* Work to be completed: All of the records shown below need to be copied with no differences.
BEGIN Extracted entries
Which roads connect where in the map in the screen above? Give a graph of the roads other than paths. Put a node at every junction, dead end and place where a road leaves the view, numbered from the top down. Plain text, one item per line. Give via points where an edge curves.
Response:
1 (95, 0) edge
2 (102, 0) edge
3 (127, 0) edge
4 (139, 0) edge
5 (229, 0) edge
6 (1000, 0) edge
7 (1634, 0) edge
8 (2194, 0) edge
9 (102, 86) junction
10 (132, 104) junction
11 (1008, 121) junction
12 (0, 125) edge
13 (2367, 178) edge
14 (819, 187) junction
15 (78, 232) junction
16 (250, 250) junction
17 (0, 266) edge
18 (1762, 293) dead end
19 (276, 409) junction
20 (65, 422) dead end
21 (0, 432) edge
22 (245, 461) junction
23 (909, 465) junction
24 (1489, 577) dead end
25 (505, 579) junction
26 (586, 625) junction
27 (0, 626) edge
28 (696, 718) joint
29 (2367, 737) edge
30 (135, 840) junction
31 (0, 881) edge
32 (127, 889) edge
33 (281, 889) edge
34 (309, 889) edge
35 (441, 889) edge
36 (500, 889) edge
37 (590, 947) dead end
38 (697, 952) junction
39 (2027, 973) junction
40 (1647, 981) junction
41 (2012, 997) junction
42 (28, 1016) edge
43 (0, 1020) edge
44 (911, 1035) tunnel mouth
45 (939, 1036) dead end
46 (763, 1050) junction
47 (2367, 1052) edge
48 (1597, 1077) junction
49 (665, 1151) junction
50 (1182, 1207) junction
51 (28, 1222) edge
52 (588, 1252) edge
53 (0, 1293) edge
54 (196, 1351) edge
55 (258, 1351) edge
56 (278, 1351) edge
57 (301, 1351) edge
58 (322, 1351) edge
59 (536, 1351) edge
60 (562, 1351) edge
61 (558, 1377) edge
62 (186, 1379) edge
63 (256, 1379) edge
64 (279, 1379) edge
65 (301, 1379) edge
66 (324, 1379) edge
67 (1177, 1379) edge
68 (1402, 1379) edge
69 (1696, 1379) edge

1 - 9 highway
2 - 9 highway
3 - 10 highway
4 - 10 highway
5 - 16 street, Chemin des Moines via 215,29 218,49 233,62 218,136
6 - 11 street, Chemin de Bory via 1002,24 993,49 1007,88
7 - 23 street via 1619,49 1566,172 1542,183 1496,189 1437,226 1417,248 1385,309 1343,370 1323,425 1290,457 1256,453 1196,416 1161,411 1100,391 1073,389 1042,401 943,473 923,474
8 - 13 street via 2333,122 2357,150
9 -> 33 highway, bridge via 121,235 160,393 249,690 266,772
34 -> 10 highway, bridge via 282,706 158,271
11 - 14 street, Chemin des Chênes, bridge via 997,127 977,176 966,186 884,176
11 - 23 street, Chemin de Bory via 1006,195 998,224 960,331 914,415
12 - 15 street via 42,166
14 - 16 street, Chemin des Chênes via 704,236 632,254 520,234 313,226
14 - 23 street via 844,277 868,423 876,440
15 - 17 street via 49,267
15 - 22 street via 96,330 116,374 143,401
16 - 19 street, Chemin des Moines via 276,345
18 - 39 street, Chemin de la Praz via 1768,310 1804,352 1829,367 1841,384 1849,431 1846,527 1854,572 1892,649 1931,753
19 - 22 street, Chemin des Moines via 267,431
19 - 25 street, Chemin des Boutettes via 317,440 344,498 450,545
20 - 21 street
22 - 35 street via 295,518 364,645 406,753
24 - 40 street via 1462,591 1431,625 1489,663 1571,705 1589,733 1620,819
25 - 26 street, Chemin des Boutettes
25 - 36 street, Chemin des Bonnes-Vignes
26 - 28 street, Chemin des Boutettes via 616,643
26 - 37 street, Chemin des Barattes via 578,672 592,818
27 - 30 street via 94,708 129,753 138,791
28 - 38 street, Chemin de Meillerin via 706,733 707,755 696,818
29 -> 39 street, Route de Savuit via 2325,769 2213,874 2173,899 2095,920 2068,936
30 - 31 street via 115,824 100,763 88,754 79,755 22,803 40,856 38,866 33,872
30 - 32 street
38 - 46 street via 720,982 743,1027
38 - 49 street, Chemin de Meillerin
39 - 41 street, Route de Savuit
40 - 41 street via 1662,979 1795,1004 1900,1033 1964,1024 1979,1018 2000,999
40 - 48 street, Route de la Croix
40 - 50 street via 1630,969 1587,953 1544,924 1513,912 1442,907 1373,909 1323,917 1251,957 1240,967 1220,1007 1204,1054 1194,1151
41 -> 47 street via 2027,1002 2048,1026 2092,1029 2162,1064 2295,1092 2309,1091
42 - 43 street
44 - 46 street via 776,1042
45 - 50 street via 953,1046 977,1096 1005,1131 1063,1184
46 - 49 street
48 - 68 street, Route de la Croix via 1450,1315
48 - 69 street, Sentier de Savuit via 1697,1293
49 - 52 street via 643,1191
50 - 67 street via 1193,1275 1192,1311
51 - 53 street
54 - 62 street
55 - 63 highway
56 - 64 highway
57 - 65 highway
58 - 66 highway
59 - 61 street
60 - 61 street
END Extracted entries
* Finished task:
Which roads connect where in the map in the screen above? Give a graph of the roads other than paths. Put a node at every junction, dead end and place where a road leaves the view, numbered from the top down. Plain text, one item per line. Give via points where an edge curves.
Response:
1 (95, 0) edge
2 (102, 0) edge
3 (127, 0) edge
4 (139, 0) edge
5 (229, 0) edge
6 (1000, 0) edge
7 (1634, 0) edge
8 (2194, 0) edge
9 (102, 86) junction
10 (132, 104) junction
11 (1008, 121) junction
12 (0, 125) edge
13 (2367, 178) edge
14 (819, 187) junction
15 (78, 232) junction
16 (250, 250) junction
17 (0, 266) edge
18 (1762, 293) dead end
19 (276, 409) junction
20 (65, 422) dead end
21 (0, 432) edge
22 (245, 461) junction
23 (909, 465) junction
24 (1489, 577) dead end
25 (505, 579) junction
26 (586, 625) junction
27 (0, 626) edge
28 (696, 718) joint
29 (2367, 737) edge
30 (135, 840) junction
31 (0, 881) edge
32 (127, 889) edge
33 (281, 889) edge
34 (309, 889) edge
35 (441, 889) edge
36 (500, 889) edge
37 (590, 947) dead end
38 (697, 952) junction
39 (2027, 973) junction
40 (1647, 981) junction
41 (2012, 997) junction
42 (28, 1016) edge
43 (0, 1020) edge
44 (911, 1035) tunnel mouth
45 (939, 1036) dead end
46 (763, 1050) junction
47 (2367, 1052) edge
48 (1597, 1077) junction
49 (665, 1151) junction
50 (1182, 1207) junction
51 (28, 1222) edge
52 (588, 1252) edge
53 (0, 1293) edge
54 (196, 1351) edge
55 (258, 1351) edge
56 (278, 1351) edge
57 (301, 1351) edge
58 (322, 1351) edge
59 (536, 1351) edge
60 (562, 1351) edge
61 (558, 1377) edge
62 (186, 1379) edge
63 (256, 1379) edge
64 (279, 1379) edge
65 (301, 1379) edge
66 (324, 1379) edge
67 (1177, 1379) edge
68 (1402, 1379) edge
69 (1696, 1379) edge

1 - 9 highway
2 - 9 highway
3 - 10 highway
4 - 10 highway
5 - 16 street, Chemin des Moines via 215,29 218,49 233,62 218,136
6 - 11 street, Chemin de Bory via 1002,24 993,49 1007,88
7 - 23 street via 1619,49 1566,172 1542,183 1496,189 1437,226 1417,248 1385,309 1343,370 1323,425 1290,457 1256,453 1196,416 1161,411 1100,391 1073,389 1042,401 943,473 923,474
8 - 13 street via 2333,122 2357,150
9 -> 33 highway, bridge via 121,235 160,393 249,690 266,772
34 -> 10 highway, bridge via 282,706 158,271
11 - 14 street, Chemin des Chênes, bridge via 997,127 977,176 966,186 884,176
11 - 23 street, Chemin de Bory via 1006,195 998,224 960,331 914,415
12 - 15 street via 42,166
14 - 16 street, Chemin des Chênes via 704,236 632,254 520,234 313,226
14 - 23 street via 844,277 868,423 876,440
15 - 17 street via 49,267
15 - 22 street via 96,330 116,374 143,401
16 - 19 street, Chemin des Moines via 276,345
18 - 39 street, Chemin de la Praz via 1768,310 1804,352 1829,367 1841,384 1849,431 1846,527 1854,572 1892,649 1931,753
19 - 22 street, Chemin des Moines via 267,431
19 - 25 street, Chemin des Boutettes via 317,440 344,498 450,545
20 - 21 street
22 - 35 street via 295,518 364,645 406,753
24 - 40 street via 1462,591 1431,625 1489,663 1571,705 1589,733 1620,819
25 - 26 street, Chemin des Boutettes
25 - 36 street, Chemin des Bonnes-Vignes
26 - 28 street, Chemin des Boutettes via 616,643
26 - 37 street, Chemin des Barattes via 578,672 592,818
27 - 30 street via 94,708 129,753 138,791
28 - 38 street, Chemin de Meillerin via 706,733 707,755 696,818
29 -> 39 street, Route de Savuit via 2325,769 2213,874 2173,899 2095,920 2068,936
30 - 31 street via 115,824 100,763 88,754 79,755 22,803 40,856 38,866 33,872
30 - 32 street
38 - 46 street via 720,982 743,1027
38 - 49 street, Chemin de Meillerin
39 - 41 street, Route de Savuit
40 - 41 street via 1662,979 1795,1004 1900,1033 1964,1024 1979,1018 2000,999
40 - 48 street, Route de la Croix
40 - 50 street via 1630,969 1587,953 1544,924 1513,912 1442,907 1373,909 1323,917 1251,957 1240,967 1220,1007 1204,1054 1194,1151
41 -> 47 street via 2027,1002 2048,1026 2092,1029 2162,1064 2295,1092 2309,1091
42 - 43 street
44 - 46 street via 776,1042
45 - 50 street via 953,1046 977,1096 1005,1131 1063,1184
46 - 49 street
48 - 68 street, Route de la Croix via 1450,1315
48 - 69 street, Sentier de Savuit via 1697,1293
49 - 52 street via 643,1191
50 - 67 street via 1193,1275 1192,1311
51 - 53 street
54 - 62 street
55 - 63 highway
56 - 64 highway
57 - 65 highway
58 - 66 highway
59 - 61 street
60 - 61 street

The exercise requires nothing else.